Explain to your child (even if it is a baby) why you have to do it. But also, even more importantly, explain it to yourself. If you have the base for understanding that you’re doing this out of a place to protect your child, your following decisions will become much easier to take. Be clear and firm that brushing your child’s teeth is a non-negotiable.

Asserting this as a rule starts with how you phrase sentences. I sometimes catch my husband saying, “should we go and brush your teeth then?” Sometimes my daughter answers, “No, I don’t want to”, to which my husband says, “Well, but we have to.”

Don’t ask questions when the answer is a non-negotiable. Say, “We are now going to brush your teeth.” If you want to let them be part of the decision-making process (which I highly recommend when they are old enough), you can ask: “Do you want to brush your teeth first and then put on your pyjamas, or first put on your pyjamas and then brush your teeth?”
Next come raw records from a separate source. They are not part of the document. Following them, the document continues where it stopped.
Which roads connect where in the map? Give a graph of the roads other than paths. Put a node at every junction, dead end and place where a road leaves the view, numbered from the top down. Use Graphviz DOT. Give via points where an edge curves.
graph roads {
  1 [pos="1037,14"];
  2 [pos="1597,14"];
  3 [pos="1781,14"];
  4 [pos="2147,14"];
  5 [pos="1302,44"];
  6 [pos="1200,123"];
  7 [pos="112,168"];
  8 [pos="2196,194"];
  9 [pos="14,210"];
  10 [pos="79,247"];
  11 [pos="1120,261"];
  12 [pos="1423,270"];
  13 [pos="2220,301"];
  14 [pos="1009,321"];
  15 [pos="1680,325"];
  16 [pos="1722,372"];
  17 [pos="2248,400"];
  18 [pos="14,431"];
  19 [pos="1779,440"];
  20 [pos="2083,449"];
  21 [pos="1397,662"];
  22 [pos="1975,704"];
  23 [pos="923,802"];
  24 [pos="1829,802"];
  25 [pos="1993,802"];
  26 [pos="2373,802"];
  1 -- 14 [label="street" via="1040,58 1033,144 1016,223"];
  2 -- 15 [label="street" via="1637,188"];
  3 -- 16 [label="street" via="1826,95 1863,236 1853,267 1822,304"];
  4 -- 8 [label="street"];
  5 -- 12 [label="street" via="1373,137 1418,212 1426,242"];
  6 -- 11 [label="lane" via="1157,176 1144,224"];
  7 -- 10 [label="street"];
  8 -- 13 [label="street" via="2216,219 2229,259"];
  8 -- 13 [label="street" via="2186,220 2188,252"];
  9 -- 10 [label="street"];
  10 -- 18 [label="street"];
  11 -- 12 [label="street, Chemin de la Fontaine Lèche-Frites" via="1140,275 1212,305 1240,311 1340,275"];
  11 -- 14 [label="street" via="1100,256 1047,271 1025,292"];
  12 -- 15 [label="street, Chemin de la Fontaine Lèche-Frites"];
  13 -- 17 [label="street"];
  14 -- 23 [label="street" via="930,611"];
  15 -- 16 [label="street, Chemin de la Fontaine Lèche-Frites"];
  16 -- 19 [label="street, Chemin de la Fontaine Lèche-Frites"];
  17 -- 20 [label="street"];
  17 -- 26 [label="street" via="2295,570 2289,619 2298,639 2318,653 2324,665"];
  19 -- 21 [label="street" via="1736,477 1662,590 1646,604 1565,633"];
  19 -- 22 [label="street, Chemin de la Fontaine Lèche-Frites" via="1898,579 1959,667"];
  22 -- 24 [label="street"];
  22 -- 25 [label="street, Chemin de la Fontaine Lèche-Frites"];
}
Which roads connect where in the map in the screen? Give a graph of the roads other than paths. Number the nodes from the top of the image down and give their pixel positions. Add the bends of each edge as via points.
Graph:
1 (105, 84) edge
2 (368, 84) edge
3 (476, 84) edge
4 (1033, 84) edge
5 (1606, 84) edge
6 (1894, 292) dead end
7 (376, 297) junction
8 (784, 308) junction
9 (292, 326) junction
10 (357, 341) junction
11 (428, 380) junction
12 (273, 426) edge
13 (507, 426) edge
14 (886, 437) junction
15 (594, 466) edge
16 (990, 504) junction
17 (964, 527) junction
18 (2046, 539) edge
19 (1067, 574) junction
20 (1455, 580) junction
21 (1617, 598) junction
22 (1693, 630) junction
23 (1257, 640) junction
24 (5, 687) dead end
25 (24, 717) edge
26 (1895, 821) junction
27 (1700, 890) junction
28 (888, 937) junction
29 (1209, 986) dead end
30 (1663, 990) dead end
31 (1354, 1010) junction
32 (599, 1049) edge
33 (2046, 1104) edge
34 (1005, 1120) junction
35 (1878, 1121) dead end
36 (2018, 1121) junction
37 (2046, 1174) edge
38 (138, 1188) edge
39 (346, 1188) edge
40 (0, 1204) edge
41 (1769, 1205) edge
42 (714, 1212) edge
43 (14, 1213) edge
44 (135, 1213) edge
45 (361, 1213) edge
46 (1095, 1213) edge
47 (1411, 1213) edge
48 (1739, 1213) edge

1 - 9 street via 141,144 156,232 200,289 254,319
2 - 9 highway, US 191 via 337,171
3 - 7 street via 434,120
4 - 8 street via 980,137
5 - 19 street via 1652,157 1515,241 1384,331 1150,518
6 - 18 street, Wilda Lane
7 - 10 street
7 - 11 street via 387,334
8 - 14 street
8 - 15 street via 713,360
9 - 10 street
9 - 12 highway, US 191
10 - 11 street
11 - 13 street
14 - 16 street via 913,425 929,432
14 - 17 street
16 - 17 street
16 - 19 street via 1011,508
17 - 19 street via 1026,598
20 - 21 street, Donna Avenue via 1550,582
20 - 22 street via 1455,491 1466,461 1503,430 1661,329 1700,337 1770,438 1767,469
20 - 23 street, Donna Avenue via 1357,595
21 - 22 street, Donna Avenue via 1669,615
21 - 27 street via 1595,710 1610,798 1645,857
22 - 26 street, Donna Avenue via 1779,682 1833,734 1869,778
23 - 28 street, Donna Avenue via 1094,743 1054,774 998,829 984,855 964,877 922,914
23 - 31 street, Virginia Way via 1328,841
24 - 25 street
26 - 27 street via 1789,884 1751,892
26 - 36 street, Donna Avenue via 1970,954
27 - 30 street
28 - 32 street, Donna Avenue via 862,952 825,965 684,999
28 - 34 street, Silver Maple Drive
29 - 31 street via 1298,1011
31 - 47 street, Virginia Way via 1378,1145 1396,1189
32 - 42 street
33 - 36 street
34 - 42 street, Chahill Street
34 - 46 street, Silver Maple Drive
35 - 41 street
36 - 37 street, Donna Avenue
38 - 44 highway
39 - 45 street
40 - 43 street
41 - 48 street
2. Let your child take agency

Taking up the last point of the previous tip, involving your child in the act of brushing teeth is very helpful. This makes it feel less forceful and intrusive to them. Brushing teeth is something very intimate. Most people I know aren’t too keen on going to the dentist, partly because of the vulnerability when you lie there, your mouth open, unable to speak.

With children, it’s the same. Engaging them in the process can make it a fun activity together, instead of something forced on them. Let them choose their own toothbrush (of they are old enough). As previously mentioned, let them choose WHEN to brush (not if), and ask them how they want to sit or lie while you brush their teeth.

Children’s teeth don’t have to be brushed in front of the bathroom mirror, like we do it. Take the toothbrush to bed, do it on the bathroom floor, it doesn’t matter. For a while, my daughter lay between my legs, her arms weighed down by my thighs (she thought that was funny). Her head in my lap, she was given a “spa treatment” as we called it. Maybe your child prefers to sit on your lap or lie in their bed already. Try out a few alternatives to your current routine.

3. Prioritise one row of teeth in the morning and the other in the evening

My two-year-old son is great when it comes to brushing his teeth. For about 15 seconds. At first, he opens his mouth wide, but very quickly his pudgy little hands will start interfering with the routine and he’ll start to close his mouth and swat my hand away.

One tip, especially for smaller children, is to focus on one row of teeth in the morning and the other one in the evening. When you get a solid good 15-20 seconds of cooperation out of your child and you can clean one row really neatly and then do your best with the second one, you at least will clean your child’s teeth meticulously once a day.

We often tend to start brushing at the same teeth, also for our own teeth, but usually tend to become sloppier towards the end. So it is a good idea to mix things up and start somewhere else to ensure we clean all the teeth equally – just make sure you clean all surfaces and don’t forget one.

4. Infuse the toothbrush and dental care with life

There were days where my heart would start to pound quickly when I thought about brushing my kids’ teeth. I already walked into the bathroom, clenched, ready to fight.

I get it, fighting your child to tooth and nail (pun intended) is no fun. However, if you come in braced for combat, your children will sense that and associate teeth-brushing with something awful.

Try it with a playful approach. Our daughter’s toothbrush is Mrs Toothbrush, and she gets very hungry for Critters in the morning and at night. We let Mrs Toothbrush talk to Lily and explain why she needs to clean her teeth – and could she PLEEEEAAASE have some of her Critters. Lily loves role play, and she has a great relationship with Mrs Toothbrush. Especially in the evenings (she’s a bit of a morning grump), they have long chats about her day and then Mrs Toothbrush gets her food.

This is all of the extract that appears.